In my initial hands-on testing, I ran a few benchmarks on this machine and last year’s M2 13-inch MacBook Air. The two systems scored nearly identically in apps like GeekBench, Cinebench and 3DMark.

For everyday use, mid-level Photoshopping and even playing games, the M2 chip in the current MacBook Air models is more than powerful enough. I’ve also done plenty of light video editing on both M1 and M2 systems.

The more advanced chips, the M2 Pro and the M2 Max, are only found in much more expensive Macs, including the Mac Studio and Mac Pro desktops and the 14-inch and 16-inch MacBook Pro laptops. And while the larger screens in the MacBook Pro models are great, starting at $2,000 for the 14-inch and $2,500 for the 16-inch, that’s a big investment if you’re just looking for more screen real estate.

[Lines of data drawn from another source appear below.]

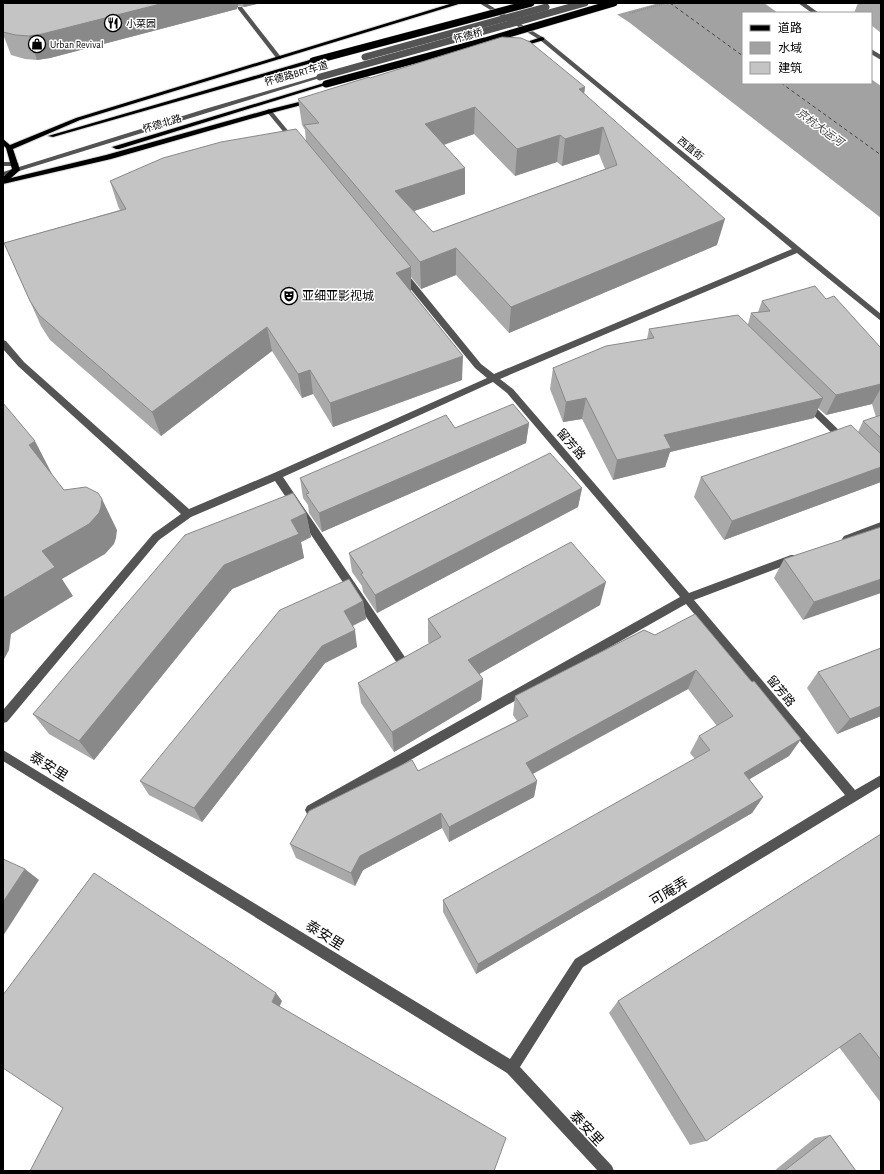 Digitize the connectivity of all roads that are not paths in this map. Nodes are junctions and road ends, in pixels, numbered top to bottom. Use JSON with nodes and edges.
{"nodes":[{"id":1,"x":459,"y":3,"type":"edge"},
{"id":2,"x":482,"y":3,"type":"edge"},
{"id":3,"x":531,"y":3,"type":"edge"},
{"id":4,"x":561,"y":3,"type":"edge"},
{"id":5,"x":585,"y":3,"type":"edge"},
{"id":6,"x":614,"y":3,"type":"edge"},
{"id":7,"x":801,"y":3,"type":"edge"},
{"id":8,"x":240,"y":8,"type":"dead end"},
{"id":9,"x":814,"y":12,"type":"edge"},
{"id":10,"x":542,"y":39,"type":"junction"},
{"id":11,"x":512,"y":48,"type":"edge"},
{"id":12,"x":872,"y":52,"type":"edge"},
{"id":13,"x":279,"y":58,"type":"junction"},
{"id":14,"x":881,"y":58,"type":"edge"},
{"id":15,"x":312,"y":61,"type":"joint"},
{"id":16,"x":326,"y":84,"type":"joint"},
{"id":17,"x":318,"y":99,"type":"edge"},
{"id":18,"x":269,"y":111,"type":"junction"},
{"id":19,"x":3,"y":141,"type":"edge"},
{"id":20,"x":299,"y":147,"type":"edge"},
{"id":21,"x":6,"y":149,"type":"edge"},
{"id":22,"x":3,"y":164,"type":"edge"},
{"id":23,"x":15,"y":167,"type":"junction"},
{"id":24,"x":3,"y":168,"type":"edge"},
{"id":25,"x":3,"y":174,"type":"edge"},
{"id":26,"x":3,"y":181,"type":"edge"},
{"id":27,"x":799,"y":250,"type":"junction"},
{"id":28,"x":398,"y":269,"type":"edge"},
{"id":29,"x":881,"y":318,"type":"edge"},
{"id":30,"x":3,"y":343,"type":"edge"},
{"id":31,"x":494,"y":378,"type":"junction"},
{"id":32,"x":802,"y":398,"type":"edge"},
{"id":33,"x":853,"y":449,"type":"edge"},
{"id":34,"x":277,"y":476,"type":"junction"},
{"id":35,"x":188,"y":514,"type":"junction"},
{"id":36,"x":881,"y":526,"type":"edge"},
{"id":37,"x":836,"y":543,"type":"edge"},
{"id":38,"x":807,"y":554,"type":"edge"},
{"id":39,"x":688,"y":598,"type":"junction"},
{"id":40,"x":407,"y":669,"type":"edge"},
{"id":41,"x":3,"y":718,"type":"edge"},
{"id":42,"x":3,"y":755,"type":"edge"},
{"id":43,"x":881,"y":780,"type":"edge"},
{"id":44,"x":853,"y":796,"type":"junction"},
{"id":45,"x":311,"y":810,"type":"edge"},
{"id":46,"x":512,"y":1068,"type":"junction"},
{"id":47,"x":607,"y":1171,"type":"edge"}],
"edges":[{"from":1,"to":13,"type":"main road"},
{"from":2,"to":10,"type":"street","name":"西直街"},
{"from":3,"to":15,"type":"main road","name":"怀德桥","bridge":true},
{"from":4,"to":23,"type":"street","name":"怀德路BRT车道","bridge":true},
{"from":5,"to":23,"type":"street","name":"怀德路BRT车道","bridge":true},
{"from":6,"to":16,"type":"main road","name":"怀德桥","bridge":true},
{"from":7,"to":9,"type":"street"},
{"from":8,"to":13,"type":"street"},
{"from":10,"to":11,"type":"main road"},
{"from":10,"to":27,"type":"street","name":"西直街"},
{"from":12,"to":14,"type":"street"},
{"from":13,"to":21,"type":"main road"},
{"from":15,"to":21,"type":"main road","name":"怀德北路"},
{"from":16,"to":26,"type":"main road","name":"怀德北路"},
{"from":17,"to":18,"type":"main road"},
{"from":18,"to":20,"type":"street"},
{"from":18,"to":26,"type":"main road"},
{"from":19,"to":21,"type":"main road"},
{"from":21,"to":23,"type":"main road"},
{"from":22,"to":23,"type":"street"},
{"from":23,"to":24,"type":"street","name":"怀德路BRT车道"},
{"from":23,"to":25,"type":"street"},
{"from":23,"to":26,"type":"main road"},
{"from":27,"to":29,"type":"street","name":"西直街"},
{"from":27,"to":31,"type":"street"},
{"from":28,"to":31,"type":"street","name":"留芳路"},
{"from":30,"to":35,"type":"street"},
{"from":31,"to":34,"type":"street"},
{"from":31,"to":39,"type":"street","name":"留芳路"},
{"from":32,"to":33,"type":"street"},
{"from":34,"to":35,"type":"street"},
{"from":34,"to":40,"type":"street"},
{"from":35,"to":41,"type":"street"},
{"from":36,"to":37,"type":"street"},
{"from":38,"to":39,"type":"street"},
{"from":39,"to":44,"type":"street","name":"留芳路"},
{"from":39,"to":45,"type":"street"},
{"from":42,"to":46,"type":"street","name":"泰安里"},
{"from":43,"to":44,"type":"street","name":"可庵弄"},
{"from":44,"to":46,"type":"street","name":"可庵弄"},
{"from":46,"to":47,"type":"street","name":"泰安里"}]} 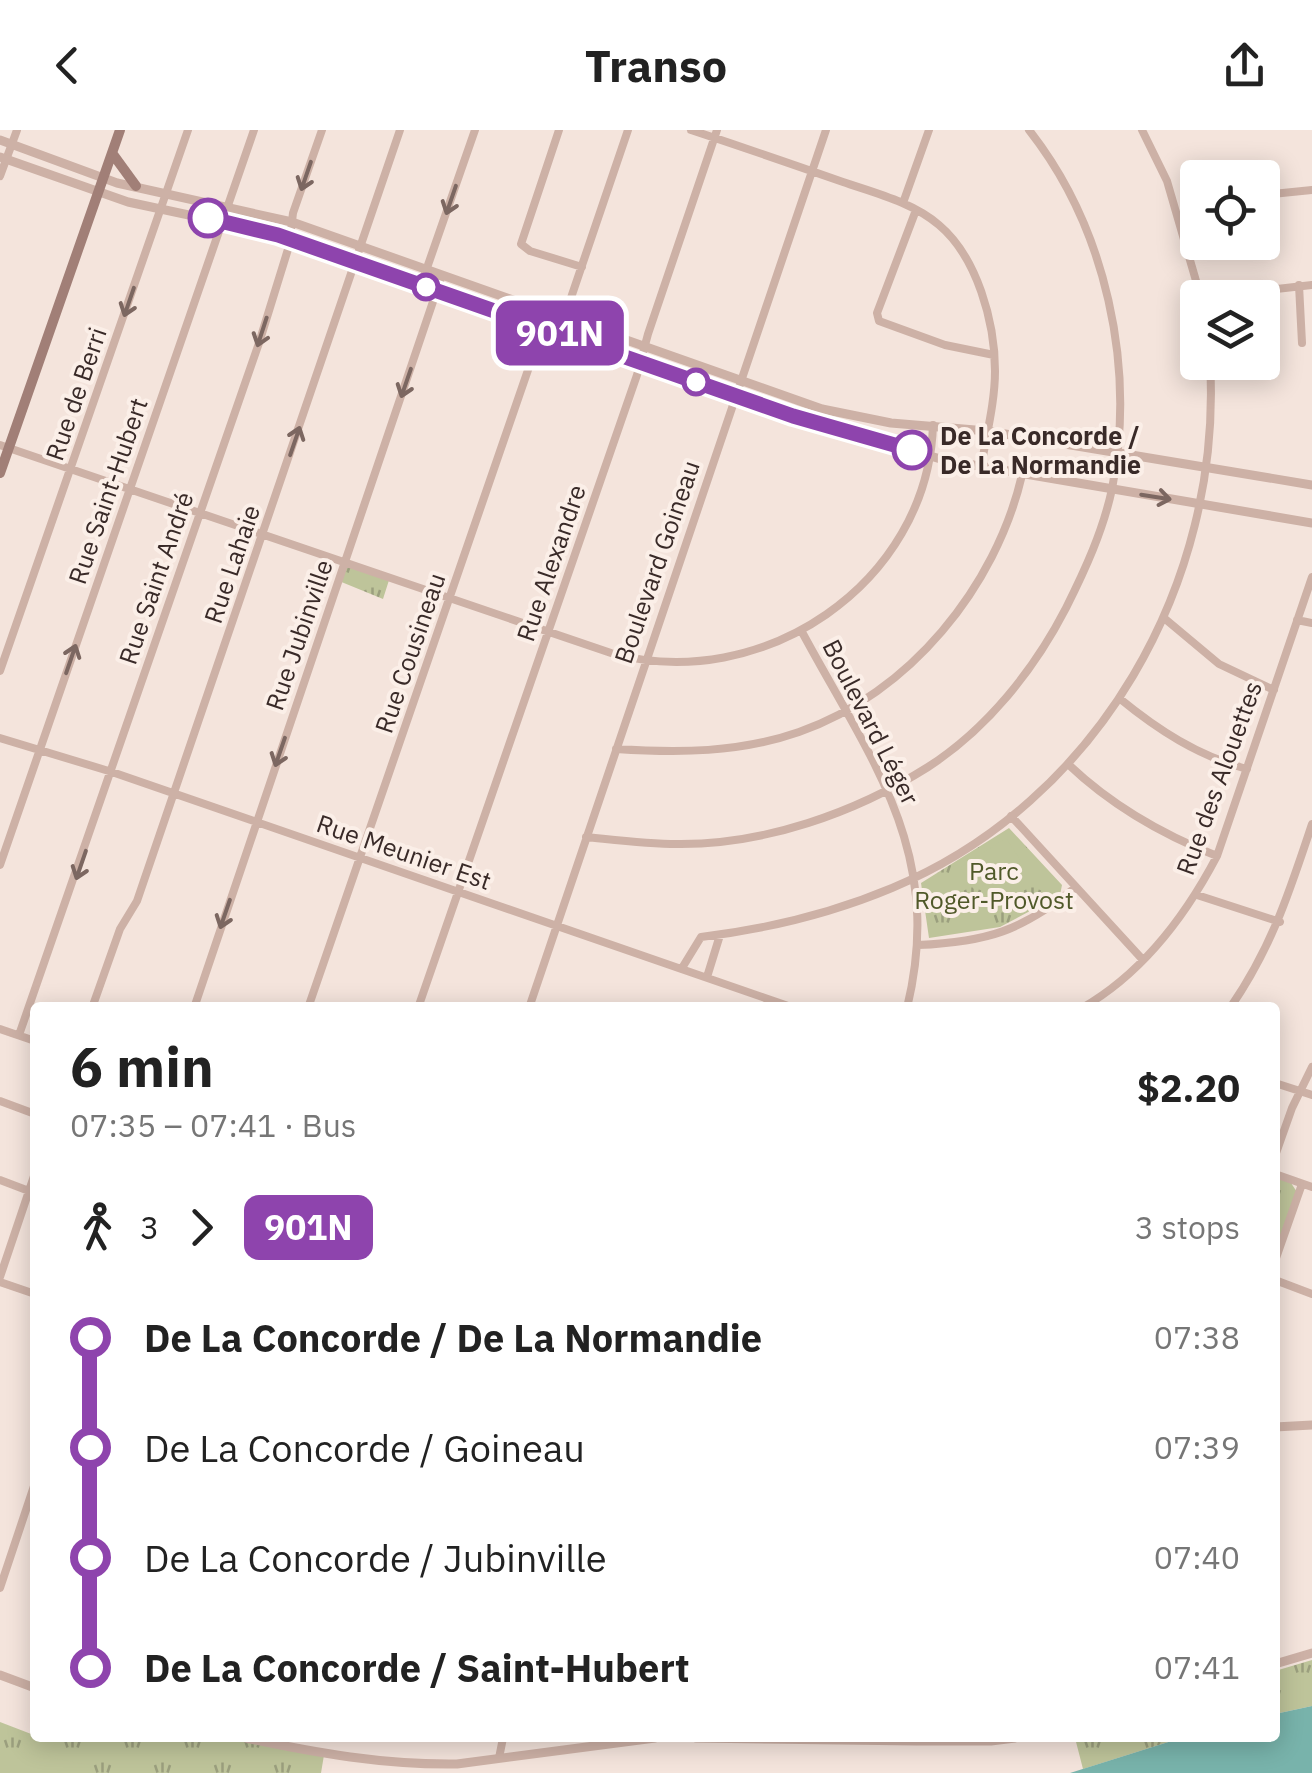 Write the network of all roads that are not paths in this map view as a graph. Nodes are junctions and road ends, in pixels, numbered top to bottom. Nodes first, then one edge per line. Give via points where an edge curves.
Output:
1 (17, 130) edge
2 (120, 130) edge
3 (188, 130) edge
4 (254, 130) edge
5 (322, 130) edge
6 (400, 130) edge
7 (475, 130) edge
8 (559, 130) edge
9 (628, 130) edge
10 (691, 130) edge
11 (826, 130) edge
12 (928, 130) edge
13 (1028, 130) edge
14 (1146, 131) edge
15 (716, 134) edge
16 (0, 140) edge
17 (12, 144) junction
18 (112, 153) junction
19 (3, 158) edge
20 (812, 171) junction
21 (0, 176) edge
22 (104, 177) junction
23 (136, 186) junction
24 (1312, 190) edge
25 (99, 192) junction
26 (1280, 193) edge
27 (166, 194) junction
28 (903, 203) junction
29 (229, 206) junction
30 (161, 210) junction
31 (916, 210) junction
32 (1180, 218) edge
33 (223, 221) junction
34 (292, 222) junction
35 (290, 239) junction
36 (360, 246) junction
37 (355, 262) junction
38 (582, 267) junction
39 (426, 270) junction
40 (442, 275) junction
41 (421, 285) junction
42 (1299, 285) junction
43 (1312, 285) edge
44 (1280, 289) edge
45 (437, 290) junction
46 (548, 312) junction
47 (565, 318) junction
48 (543, 328) junction
49 (560, 333) junction
50 (1302, 343) dead end
51 (644, 346) junction
52 (994, 355) junction
53 (640, 362) junction
54 (740, 380) junction
55 (1209, 380) edge
56 (735, 395) junction
57 (934, 425) junction
58 (987, 430) junction
59 (4, 446) edge
60 (1117, 452) junction
61 (930, 456) junction
62 (981, 468) junction
63 (1206, 468) junction
64 (70, 470) junction
65 (0, 473) edge
66 (1022, 475) junction
67 (1312, 485) edge
68 (130, 488) junction
69 (1112, 490) junction
70 (1200, 504) junction
71 (200, 511) junction
72 (1312, 523) edge
73 (264, 533) junction
74 (346, 560) junction
75 (1312, 577) edge
76 (450, 598) junction
77 (1164, 618) junction
78 (1297, 620) junction
79 (1312, 623) edge
80 (549, 632) junction
81 (802, 632) junction
82 (644, 662) junction
83 (0, 670) edge
84 (1274, 690) junction
85 (1120, 698) junction
86 (844, 712) junction
87 (0, 738) edge
88 (616, 749) junction
89 (38, 750) junction
90 (1068, 764) junction
91 (1247, 769) junction
92 (112, 772) junction
93 (886, 788) junction
94 (175, 794) junction
95 (1010, 816) junction
96 (256, 822) junction
97 (1312, 824) edge
98 (586, 838) junction
99 (1217, 856) junction
100 (360, 858) junction
101 (0, 865) edge
102 (914, 877) junction
103 (1076, 887) junction
104 (458, 891) junction
105 (1197, 895) junction
106 (1280, 922) junction
107 (557, 925) junction
108 (720, 935) junction
109 (918, 944) junction
110 (1142, 960) junction
111 (682, 968) junction
112 (707, 977) junction
113 (1102, 997) junction
114 (32, 1002) edge
115 (94, 1002) edge
116 (196, 1002) edge
117 (310, 1002) edge
118 (420, 1002) edge
119 (531, 1002) edge
120 (777, 1002) edge
121 (908, 1002) edge
122 (1093, 1002) edge
123 (1102, 1002) edge
124 (1234, 1002) edge
125 (30, 1007) edge
126 (0, 1029) edge
127 (20, 1036) junction
128 (30, 1039) edge
129 (1312, 1066) edge
130 (1280, 1085) edge
131 (1301, 1091) junction
132 (1312, 1095) edge
133 (0, 1102) edge
134 (30, 1112) edge
135 (1280, 1144) edge
136 (1280, 1176) edge
137 (0, 1180) edge
138 (1307, 1186) edge
139 (30, 1187) edge
140 (29, 1190) junction
141 (1280, 1249) edge
142 (0, 1280) edge
143 (1280, 1282) edge
144 (30, 1292) edge
145 (1312, 1294) edge
146 (1312, 1425) edge
147 (1280, 1428) edge
148 (30, 1498) edge
149 (0, 1588) edge
150 (1312, 1653) edge
151 (1280, 1663) edge
152 (0, 1675) edge
153 (30, 1686) edge
154 (276, 1742) edge
155 (502, 1742) edge
156 (624, 1742) edge
157 (499, 1758) junction

1 - 17 street
2 - 18 main road
3 - 27 street, Rue de Berri
4 - 29 street, Rue Saint-Hubert
5 -> 34 street, Rue Saint André
6 - 36 street, Rue Lahaie
7 -> 39 street
8 - 38 street via 521,244
9 - 38 street
10 - 15 street
11 - 20 street, Boulevard Goineau
12 - 28 street
13 - 60 street via 1057,170 1101,268 1120,393
14 - 32 street
15 - 20 street
15 - 51 street, Rue Alexandre
16 - 17 street
17 - 19 street
17 - 22 street
18 - 22 main road
18 - 23 main road
19 - 21 street
19 - 25 street
20 - 28 street
20 - 54 street, Boulevard Goineau
22 - 23 street
22 - 25 main road
23 - 27 street
24 - 26 street
25 - 30 street
25 - 59 main road
27 - 29 street
27 - 30 street, Rue de Berri
28 - 31 street
29 - 33 street, Rue Saint-Hubert
29 - 34 street
30 - 33 street
30 -> 64 street, Rue de Berri
31 - 52 street via 943,228 965,256
31 - 52 street via 879,321
33 - 35 street
33 - 68 street, Rue Saint-Hubert
34 - 35 street, Rue Saint André
34 - 36 street
35 - 37 street
35 -> 71 street, Rue Saint André
36 - 37 street, Rue Lahaie
36 - 39 street
37 - 41 street
73 -> 37 street, Rue Lahaie
38 - 47 street
39 - 40 street
39 - 41 street
40 - 45 street, Rue Jubinville
40 - 46 street
41 - 45 street
42 - 43 street
42 - 44 street
42 - 50 street
45 - 48 street
45 -> 74 street, Rue Jubinville
46 - 47 street
46 - 48 street, Rue Cousineau
47 - 49 street
47 - 51 street
48 - 49 street
48 - 76 street, Rue Cousineau
49 - 53 street
51 - 53 street, Rue Alexandre
51 - 54 street
52 - 58 street
53 - 56 street
53 - 80 street, Rue Alexandre
54 - 56 street, Boulevard Goineau
54 - 57 street via 846,415
55 - 63 street
56 - 61 street
56 - 82 street, Boulevard Goineau
57 - 58 street
57 - 61 street
58 - 60 street
58 - 62 street
59 - 64 street
59 - 65 main road
60 - 63 street
60 - 69 street
61 - 62 street
61 - 81 street via 908,524 891,552
62 - 66 street
63 - 67 street
63 - 70 street
64 - 68 street
64 - 83 street, Rue de Berri
66 - 69 street
66 - 86 street via 1008,526 952,620 919,658
68 - 71 street
89 -> 68 street, Rue Saint-Hubert
69 -> 70 street
69 - 93 street via 1087,566 1028,671 957,744
70 - 72 street
70 - 77 street
71 - 73 street
71 - 92 street, Rue Saint André
73 - 74 street
73 - 94 street, Rue Lahaie
74 - 76 street
74 -> 96 street, Rue Jubinville
75 - 78 street, Rue des Alouettes
76 - 80 street
76 - 100 street, Rue Cousineau
77 - 84 street via 1219,664
77 - 85 street
78 - 79 street
78 - 84 street, Rue des Alouettes
80 - 82 street
80 - 104 street, Rue Alexandre
81 - 82 street via 740,654
81 - 86 street, Boulevard Léger
82 - 88 street, Boulevard Goineau
84 - 91 street, Rue des Alouettes
85 - 90 street
85 - 91 street via 1188,746
86 - 88 street via 798,732 730,748
86 - 93 street, Boulevard Léger
87 - 89 street, Rue Meunier Est
88 - 98 street, Boulevard Goineau
89 - 92 street, Rue Meunier Est
89 - 101 street, Rue Saint-Hubert
90 - 95 street
90 - 99 street via 1148,825
91 - 99 street, Rue des Alouettes
92 - 94 street, Rue Meunier Est
92 -> 114 street, Rue Saint André
93 - 98 street via 767,835 676,844
93 - 102 street, Boulevard Léger
94 - 96 street, Rue Meunier Est
94 - 115 street, Rue Lahaie
95 - 102 street
95 - 103 street
96 - 100 street, Rue Meunier Est
96 -> 116 street, Rue Jubinville
97 - 106 street
98 - 107 street, Boulevard Goineau
99 - 105 street, Rue des Alouettes
100 - 104 street, Rue Meunier Est
100 - 117 street, Rue Cousineau
102 - 108 street via 834,911
102 - 109 street, Boulevard Léger
103 - 109 street via 1014,928 956,943
103 - 110 street
104 - 107 street, Rue Meunier Est
104 - 118 street, Rue Alexandre
105 - 106 street
105 - 110 street, Rue des Alouettes
106 - 124 street
107 - 111 street, Rue Meunier Est
107 - 119 street, Boulevard Goineau
108 - 111 street via 701,937
108 - 112 street
109 - 121 street, Boulevard Léger
110 - 113 street, Rue des Alouettes
111 - 112 street, Rue Meunier Est
112 - 120 street, Rue Meunier Est
113 - 122 street, Rue des Alouettes
113 - 123 street
125 -> 127 street, Rue Saint André
126 - 127 street
127 - 128 street
129 - 131 street
130 - 131 street
131 - 132 street
131 - 135 street
133 - 134 street
136 - 138 street
137 - 140 street
138 - 141 street
139 - 140 street
140 - 142 street
142 - 144 street
143 - 145 street
146 - 147 street
148 - 149 street
150 - 151 street
152 - 153 street
154 - 157 street via 386,1762
155 - 157 street
156 - 157 street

Image for article titled Apple MacBook Air 15-inch Review: A Bigger Screen for a Better View
Photo: Dan Ackerman

Of course, with a bigger screen like the new Air’s, you should try some games (although your Mac gaming options are…limited). Resident Evil Village and No Man’s Sky are some good examples of (relatively) recent, high-end games that run well on M2 Macs. And with a bigger screen, the 15-inch Mac has a great screen for cloud gaming, using services like GeForce Now from Nvidia. Many of my favorite gaming laptops are 15-inch models these days. The screen size works well without the overall form factor becoming overbearing; that is to say, it’s still easily portable.

If you’re a dedicated MacBook owner with a relatively recent M1 or M2 13-inch MacBook Air, it is a tough to justify the 15-inch as an additional purchase. But if you’re replacing or trading in an older Air or even an older MacBook Pro, like an outdated Intel model, then the 15-inch Air would be my choice for a laptop that stays in the same place most days. For frequent or daily travel, the 13-inch Air is still my top choice, even if that means I still have to bump up the zoom level on my docs.